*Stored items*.
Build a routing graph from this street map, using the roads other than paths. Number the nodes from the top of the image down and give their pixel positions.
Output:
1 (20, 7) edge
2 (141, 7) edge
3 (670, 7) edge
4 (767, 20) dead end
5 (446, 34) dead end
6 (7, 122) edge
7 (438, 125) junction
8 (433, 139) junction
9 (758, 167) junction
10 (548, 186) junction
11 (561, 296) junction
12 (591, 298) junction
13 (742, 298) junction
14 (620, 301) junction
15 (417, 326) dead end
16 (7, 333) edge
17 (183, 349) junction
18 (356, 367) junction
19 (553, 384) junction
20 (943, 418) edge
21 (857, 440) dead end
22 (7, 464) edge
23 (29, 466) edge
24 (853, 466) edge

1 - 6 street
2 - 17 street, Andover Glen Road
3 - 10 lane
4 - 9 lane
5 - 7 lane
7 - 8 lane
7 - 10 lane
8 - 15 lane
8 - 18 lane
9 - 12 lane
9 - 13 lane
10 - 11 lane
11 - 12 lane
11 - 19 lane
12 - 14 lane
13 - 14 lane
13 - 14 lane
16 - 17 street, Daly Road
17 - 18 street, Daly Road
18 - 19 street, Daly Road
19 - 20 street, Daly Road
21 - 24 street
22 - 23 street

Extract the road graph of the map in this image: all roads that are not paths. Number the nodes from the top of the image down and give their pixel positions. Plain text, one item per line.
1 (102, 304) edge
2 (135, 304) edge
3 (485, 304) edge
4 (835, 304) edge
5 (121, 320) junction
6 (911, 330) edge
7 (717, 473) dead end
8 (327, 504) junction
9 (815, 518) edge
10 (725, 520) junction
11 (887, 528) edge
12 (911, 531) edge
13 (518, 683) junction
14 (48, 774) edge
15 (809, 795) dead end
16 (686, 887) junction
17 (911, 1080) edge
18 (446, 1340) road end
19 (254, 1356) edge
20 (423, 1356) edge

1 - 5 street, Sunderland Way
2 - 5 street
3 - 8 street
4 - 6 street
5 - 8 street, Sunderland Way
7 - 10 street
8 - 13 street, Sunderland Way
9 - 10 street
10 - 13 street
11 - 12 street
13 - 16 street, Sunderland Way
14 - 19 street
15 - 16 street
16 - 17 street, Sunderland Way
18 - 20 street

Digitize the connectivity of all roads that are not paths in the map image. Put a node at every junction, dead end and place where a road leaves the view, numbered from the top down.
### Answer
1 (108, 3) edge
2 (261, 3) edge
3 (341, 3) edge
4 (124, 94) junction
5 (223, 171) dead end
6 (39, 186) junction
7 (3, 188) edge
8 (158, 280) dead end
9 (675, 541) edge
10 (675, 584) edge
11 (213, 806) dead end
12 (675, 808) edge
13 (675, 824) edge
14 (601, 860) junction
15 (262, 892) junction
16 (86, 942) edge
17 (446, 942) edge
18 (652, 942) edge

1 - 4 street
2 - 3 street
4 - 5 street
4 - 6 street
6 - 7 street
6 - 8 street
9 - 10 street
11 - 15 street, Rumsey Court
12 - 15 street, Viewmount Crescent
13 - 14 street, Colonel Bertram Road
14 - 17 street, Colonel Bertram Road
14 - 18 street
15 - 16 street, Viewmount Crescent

*Your instructions*.
Each entry above must be repeated exactly, with nothing dropped.

*Task output*.
Build a routing graph from this street map, using the roads other than paths. Number the nodes from the top of the image down and give their pixel positions.
Output:
1 (20, 7) edge
2 (141, 7) edge
3 (670, 7) edge
4 (767, 20) dead end
5 (446, 34) dead end
6 (7, 122) edge
7 (438, 125) junction
8 (433, 139) junction
9 (758, 167) junction
10 (548, 186) junction
11 (561, 296) junction
12 (591, 298) junction
13 (742, 298) junction
14 (620, 301) junction
15 (417, 326) dead end
16 (7, 333) edge
17 (183, 349) junction
18 (356, 367) junction
19 (553, 384) junction
20 (943, 418) edge
21 (857, 440) dead end
22 (7, 464) edge
23 (29, 466) edge
24 (853, 466) edge

1 - 6 street
2 - 17 street, Andover Glen Road
3 - 10 lane
4 - 9 lane
5 - 7 lane
7 - 8 lane
7 - 10 lane
8 - 15 lane
8 - 18 lane
9 - 12 lane
9 - 13 lane
10 - 11 lane
11 - 12 lane
11 - 19 lane
12 - 14 lane
13 - 14 lane
13 - 14 lane
16 - 17 street, Daly Road
17 - 18 street, Daly Road
18 - 19 street, Daly Road
19 - 20 street, Daly Road
21 - 24 street
22 - 23 street

Extract the road graph of the map in this image: all roads that are not paths. Number the nodes from the top of the image down and give their pixel positions. Plain text, one item per line.
1 (102, 304) edge
2 (135, 304) edge
3 (485, 304) edge
4 (835, 304) edge
5 (121, 320) junction
6 (911, 330) edge
7 (717, 473) dead end
8 (327, 504) junction
9 (815, 518) edge
10 (725, 520) junction
11 (887, 528) edge
12 (911, 531) edge
13 (518, 683) junction
14 (48, 774) edge
15 (809, 795) dead end
16 (686, 887) junction
17 (911, 1080) edge
18 (446, 1340) road end
19 (254, 1356) edge
20 (423, 1356) edge

1 - 5 street, Sunderland Way
2 - 5 street
3 - 8 street
4 - 6 street
5 - 8 street, Sunderland Way
7 - 10 street
8 - 13 street, Sunderland Way
9 - 10 street
10 - 13 street
11 - 12 street
13 - 16 street, Sunderland Way
14 - 19 street
15 - 16 street
16 - 17 street, Sunderland Way
18 - 20 street

Digitize the connectivity of all roads that are not paths in the map image. Put a node at every junction, dead end and place where a road leaves the view, numbered from the top down.
### Answer
1 (108, 3) edge
2 (261, 3) edge
3 (341, 3) edge
4 (124, 94) junction
5 (223, 171) dead end
6 (39, 186) junction
7 (3, 188) edge
8 (158, 280) dead end
9 (675, 541) edge
10 (675, 584) edge
11 (213, 806) dead end
12 (675, 808) edge
13 (675, 824) edge
14 (601, 860) junction
15 (262, 892) junction
16 (86, 942) edge
17 (446, 942) edge
18 (652, 942) edge

1 - 4 street
2 - 3 street
4 - 5 street
4 - 6 street
6 - 7 street
6 - 8 street
9 - 10 street
11 - 15 street, Rumsey Court
12 - 15 street, Viewmount Crescent
13 - 14 street, Colonel Bertram Road
14 - 17 street, Colonel Bertram Road
14 - 18 street
15 - 16 street, Viewmount Crescent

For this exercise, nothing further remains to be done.